Maintaining/organizing a lot of different Command classes over a (relatively) monolithic Facade is preferable. Mapping a single Facade onto a 11 KLOC file will probably need to be broken up into a few different groups itself.
Why bother trying to figure out these facade groups? With the Command pattern you will be able to group and organise these small classes organically, so you have a lot more flexibility.
Of course, both options are better than the single 11 KLOC and growing, file.

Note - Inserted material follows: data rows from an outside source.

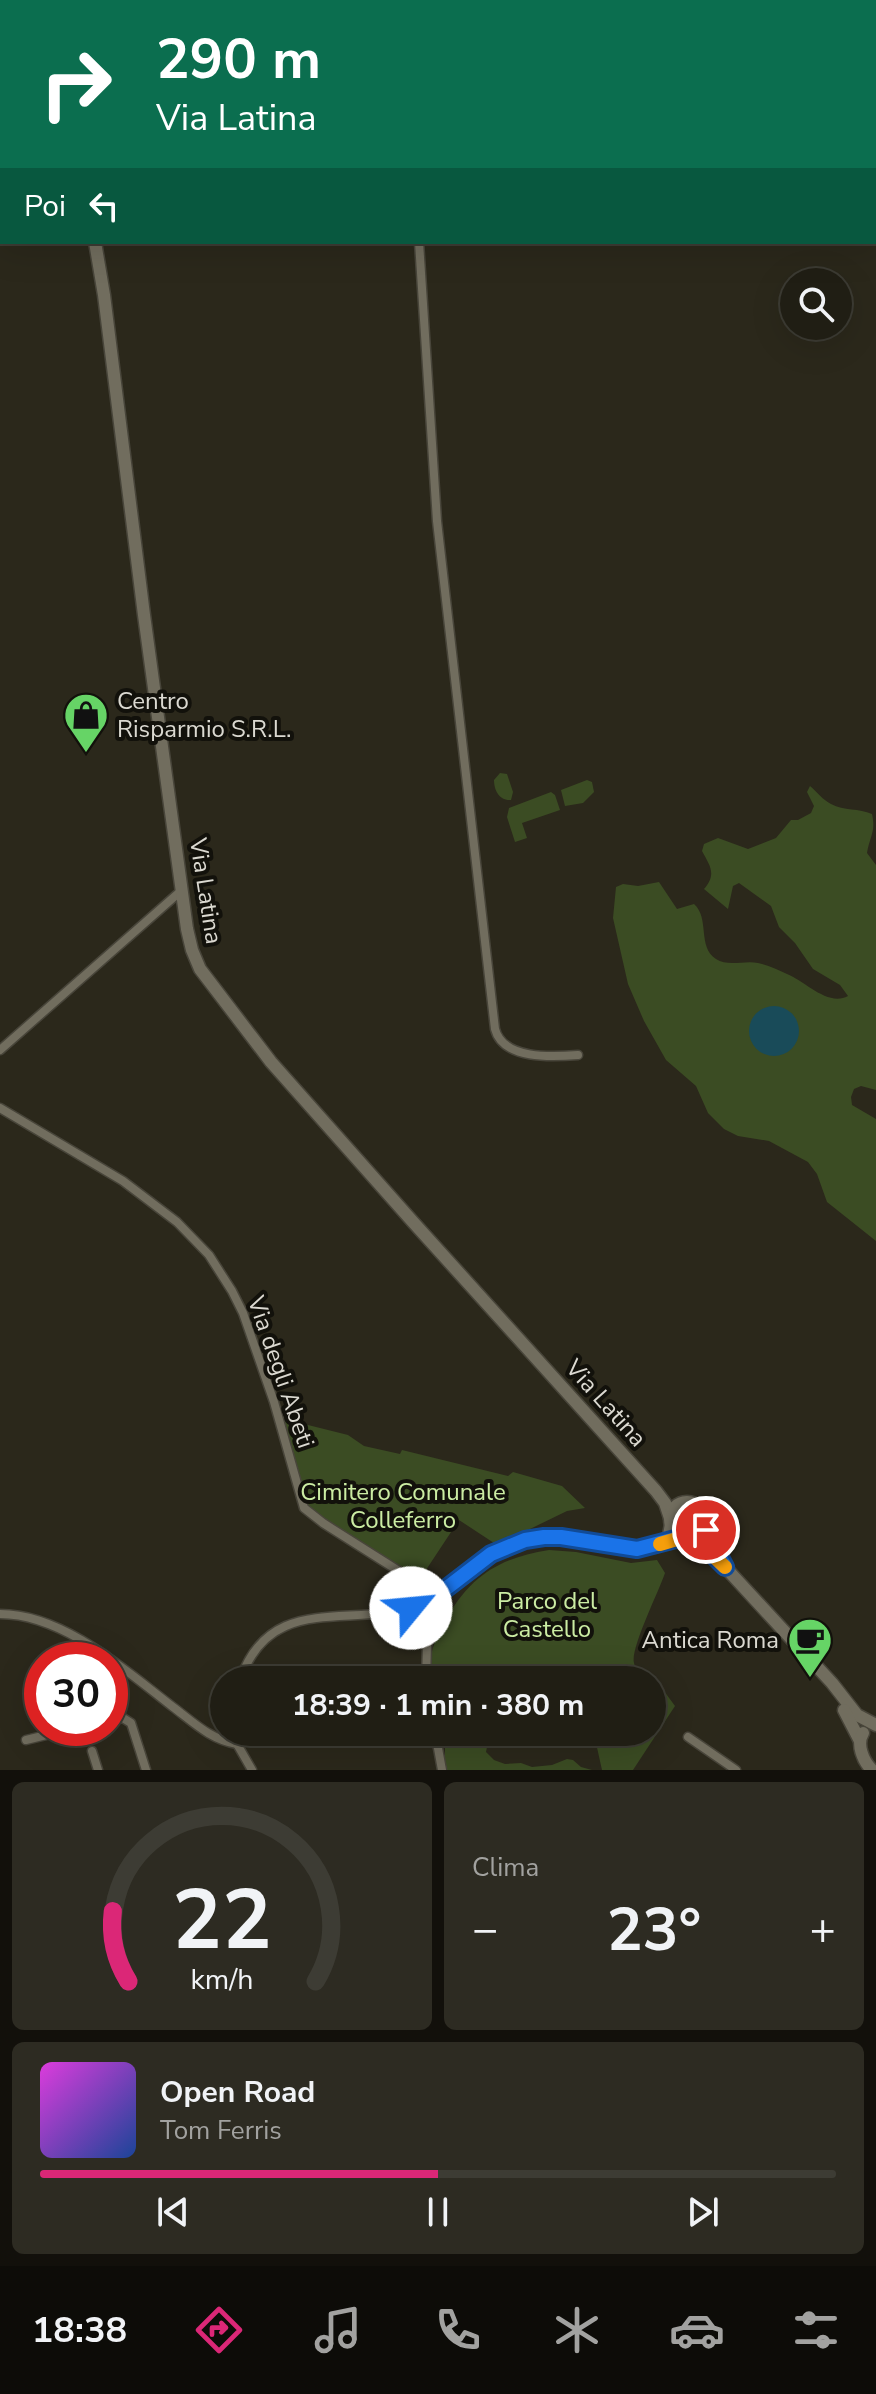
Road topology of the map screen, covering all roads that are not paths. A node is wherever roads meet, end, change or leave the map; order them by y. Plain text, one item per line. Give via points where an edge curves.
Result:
1 (95, 244) edge
2 (419, 244) edge
3 (182, 890) junction
4 (0, 1050) edge
5 (578, 1055) dead end
6 (0, 1108) edge
7 (645, 1479) junction
8 (684, 1502) junction
9 (670, 1518) junction
10 (704, 1524) junction
11 (687, 1536) junction
12 (650, 1548) junction
13 (725, 1567) junction
14 (435, 1597) junction
15 (0, 1614) edge
16 (246, 1666) edge
17 (426, 1666) edge
18 (816, 1668) junction
19 (128, 1722) edge
20 (876, 1726) edge
21 (210, 1734) edge
22 (688, 1737) dead end
23 (859, 1739) junction
24 (238, 1746) edge
25 (438, 1746) edge
26 (92, 1751) dead end
27 (870, 1769) edge
28 (98, 1770) edge
29 (146, 1770) edge
30 (252, 1770) edge
31 (442, 1770) edge
32 (736, 1770) edge

1 - 3 main road, Via Latina
2 - 5 street via 437,521 495,1029 500,1042 513,1049 543,1056
3 - 4 street
3 - 7 main road, Via Latina via 197,963 255,1042
6 - 14 street, Via degli Abeti via 119,1178 199,1244 243,1313 304,1508
7 - 8 main road, Via Latina
7 - 9 main road, Via Latina
8 - 9 main road
8 - 10 main road, Via Latina via 700,1507
9 - 11 main road, Via Latina via 675,1531
9 - 12 street via 666,1537
10 - 11 main road
10 - 13 main road, Via Latina
11 - 12 street
11 - 13 main road, Via Latina
12 - 14 street via 554,1536 532,1539 491,1554
13 - 18 main road, Via Latina
14 - 16 street via 397,1612 288,1625 258,1645
14 - 17 street via 439,1612 427,1645
15 - 21 street via 30,1617 66,1632
18 - 20 main road, Via Latina via 857,1715
18 - 23 main road, Via Latina
19 - 29 street
20 - 23 main road, Via Latina
22 - 32 street
23 - 27 main road, Via Latina
24 - 30 street
25 - 31 street
26 - 28 street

One important advice: Do not mix refactoring and bugfixes. What you want is a Version of your program that is identical to the previous version, except that the source code is differently.
One way could be to start splitting up the least big function/part into it's own file and then either include with a header (thus turning main.cpp into a list of #includes, which sounds a code smell in itself *I'm not a C++ Guru though), but at least it's now split into files).
You could then try to switch all maintenance releases over to the "new" main.cpp or whatever your structure is. Again: No other changes or Bugfixes because tracking those is confusing as hell.
Another thing: As much as you may desire making one big pass at refactoring the whole thing in one go, you might bite off more than you can chew. Maybe just pick one or two "parts", get them into all the releases, then add some more value for your customer (after all, Refactoring does not add direct value so it is a cost that has to be justified) and then pick another one or two parts.
Obviously that requires some discipline in the team to actually use the split files and not just add new stuff to the main.cpp all the time, but again, trying to do one massive refactor may not be the best course of action.

Rofl, this reminds me of my old job. It seems that, before I joined, everything was inside one huge file (also C++). Then they've split it up (at completely random points using includes) into about three (still huge files). The quality of this software was, as you might expect, horrible. The project totaled at about 40k LOC. (containing almost no comments but LOTS of duplicate code)
In the end I did a complete rewrite of the project. I started by redoing the worst part of the project from scratch. Of course I had in mind a possible (small) interface between this new part and the rest. Then I did insert this part into the old project. I didn't refactor the old code to create the interface necessary, but just replaced it. Then I took made small steps from there, rewriting the old code.
I have to say that this took about half a year and there was no development of the old code base beside bugfixes during that time.
edit:
The size stayed at about 40k LOC but the new application contained many more features and presumably less bugs in its initial version than the 8 year old software. One reason of the rewrite was also that we needed the new features and introducing them inside the old code was nearly impossible.
The software was for an embedded system, a label printer.
Another point that I should add is that in theory the project was C++. But it wasn't OO at all, it could have been C. The new version was object oriented.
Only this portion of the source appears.